(WORK TO BE COMPLETED) Each entry should be quoted word for word, including every mark of punctuation.

[Records excerpted from a collection]
==================================================

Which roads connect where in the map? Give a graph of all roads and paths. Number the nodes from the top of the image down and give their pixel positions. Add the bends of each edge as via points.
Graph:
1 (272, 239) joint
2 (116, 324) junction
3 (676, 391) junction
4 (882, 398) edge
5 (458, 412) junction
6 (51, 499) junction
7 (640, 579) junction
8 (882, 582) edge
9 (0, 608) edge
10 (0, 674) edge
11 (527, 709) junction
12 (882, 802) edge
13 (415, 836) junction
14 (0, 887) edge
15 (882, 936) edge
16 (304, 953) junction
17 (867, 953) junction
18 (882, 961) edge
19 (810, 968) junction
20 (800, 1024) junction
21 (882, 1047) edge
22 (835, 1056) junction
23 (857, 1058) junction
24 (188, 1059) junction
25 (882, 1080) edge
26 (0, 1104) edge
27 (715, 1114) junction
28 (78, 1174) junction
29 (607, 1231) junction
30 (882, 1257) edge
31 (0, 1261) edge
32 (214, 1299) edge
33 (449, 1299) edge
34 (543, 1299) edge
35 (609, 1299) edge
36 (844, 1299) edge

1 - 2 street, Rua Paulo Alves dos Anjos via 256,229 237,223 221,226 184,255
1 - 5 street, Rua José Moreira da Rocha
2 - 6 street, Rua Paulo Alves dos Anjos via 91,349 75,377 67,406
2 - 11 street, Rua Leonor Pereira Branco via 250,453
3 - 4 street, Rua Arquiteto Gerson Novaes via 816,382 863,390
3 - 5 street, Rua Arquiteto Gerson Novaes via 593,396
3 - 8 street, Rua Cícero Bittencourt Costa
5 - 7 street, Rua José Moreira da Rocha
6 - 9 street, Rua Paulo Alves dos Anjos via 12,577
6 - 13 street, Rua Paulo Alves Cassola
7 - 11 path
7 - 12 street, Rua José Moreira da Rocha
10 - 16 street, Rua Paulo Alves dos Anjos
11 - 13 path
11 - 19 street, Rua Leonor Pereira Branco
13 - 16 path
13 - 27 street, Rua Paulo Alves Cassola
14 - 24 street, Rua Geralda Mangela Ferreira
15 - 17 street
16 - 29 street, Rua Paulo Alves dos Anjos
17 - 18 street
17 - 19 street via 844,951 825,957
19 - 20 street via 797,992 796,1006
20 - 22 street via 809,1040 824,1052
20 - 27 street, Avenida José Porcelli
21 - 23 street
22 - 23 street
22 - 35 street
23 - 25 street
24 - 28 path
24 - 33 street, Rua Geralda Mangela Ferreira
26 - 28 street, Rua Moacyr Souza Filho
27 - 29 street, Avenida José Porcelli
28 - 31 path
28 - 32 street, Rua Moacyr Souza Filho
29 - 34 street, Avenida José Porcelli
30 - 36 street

==================================================

(OUTPUT OF THE TASK)
Which roads connect where in the map? Give a graph of all roads and paths. Number the nodes from the top of the image down and give their pixel positions. Add the bends of each edge as via points.
Graph:
1 (272, 239) joint
2 (116, 324) junction
3 (676, 391) junction
4 (882, 398) edge
5 (458, 412) junction
6 (51, 499) junction
7 (640, 579) junction
8 (882, 582) edge
9 (0, 608) edge
10 (0, 674) edge
11 (527, 709) junction
12 (882, 802) edge
13 (415, 836) junction
14 (0, 887) edge
15 (882, 936) edge
16 (304, 953) junction
17 (867, 953) junction
18 (882, 961) edge
19 (810, 968) junction
20 (800, 1024) junction
21 (882, 1047) edge
22 (835, 1056) junction
23 (857, 1058) junction
24 (188, 1059) junction
25 (882, 1080) edge
26 (0, 1104) edge
27 (715, 1114) junction
28 (78, 1174) junction
29 (607, 1231) junction
30 (882, 1257) edge
31 (0, 1261) edge
32 (214, 1299) edge
33 (449, 1299) edge
34 (543, 1299) edge
35 (609, 1299) edge
36 (844, 1299) edge

1 - 2 street, Rua Paulo Alves dos Anjos via 256,229 237,223 221,226 184,255
1 - 5 street, Rua José Moreira da Rocha
2 - 6 street, Rua Paulo Alves dos Anjos via 91,349 75,377 67,406
2 - 11 street, Rua Leonor Pereira Branco via 250,453
3 - 4 street, Rua Arquiteto Gerson Novaes via 816,382 863,390
3 - 5 street, Rua Arquiteto Gerson Novaes via 593,396
3 - 8 street, Rua Cícero Bittencourt Costa
5 - 7 street, Rua José Moreira da Rocha
6 - 9 street, Rua Paulo Alves dos Anjos via 12,577
6 - 13 street, Rua Paulo Alves Cassola
7 - 11 path
7 - 12 street, Rua José Moreira da Rocha
10 - 16 street, Rua Paulo Alves dos Anjos
11 - 13 path
11 - 19 street, Rua Leonor Pereira Branco
13 - 16 path
13 - 27 street, Rua Paulo Alves Cassola
14 - 24 street, Rua Geralda Mangela Ferreira
15 - 17 street
16 - 29 street, Rua Paulo Alves dos Anjos
17 - 18 street
17 - 19 street via 844,951 825,957
19 - 20 street via 797,992 796,1006
20 - 22 street via 809,1040 824,1052
20 - 27 street, Avenida José Porcelli
21 - 23 street
22 - 23 street
22 - 35 street
23 - 25 street
24 - 28 path
24 - 33 street, Rua Geralda Mangela Ferreira
26 - 28 street, Rua Moacyr Souza Filho
27 - 29 street, Avenida José Porcelli
28 - 31 path
28 - 32 street, Rua Moacyr Souza Filho
29 - 34 street, Avenida José Porcelli
30 - 36 street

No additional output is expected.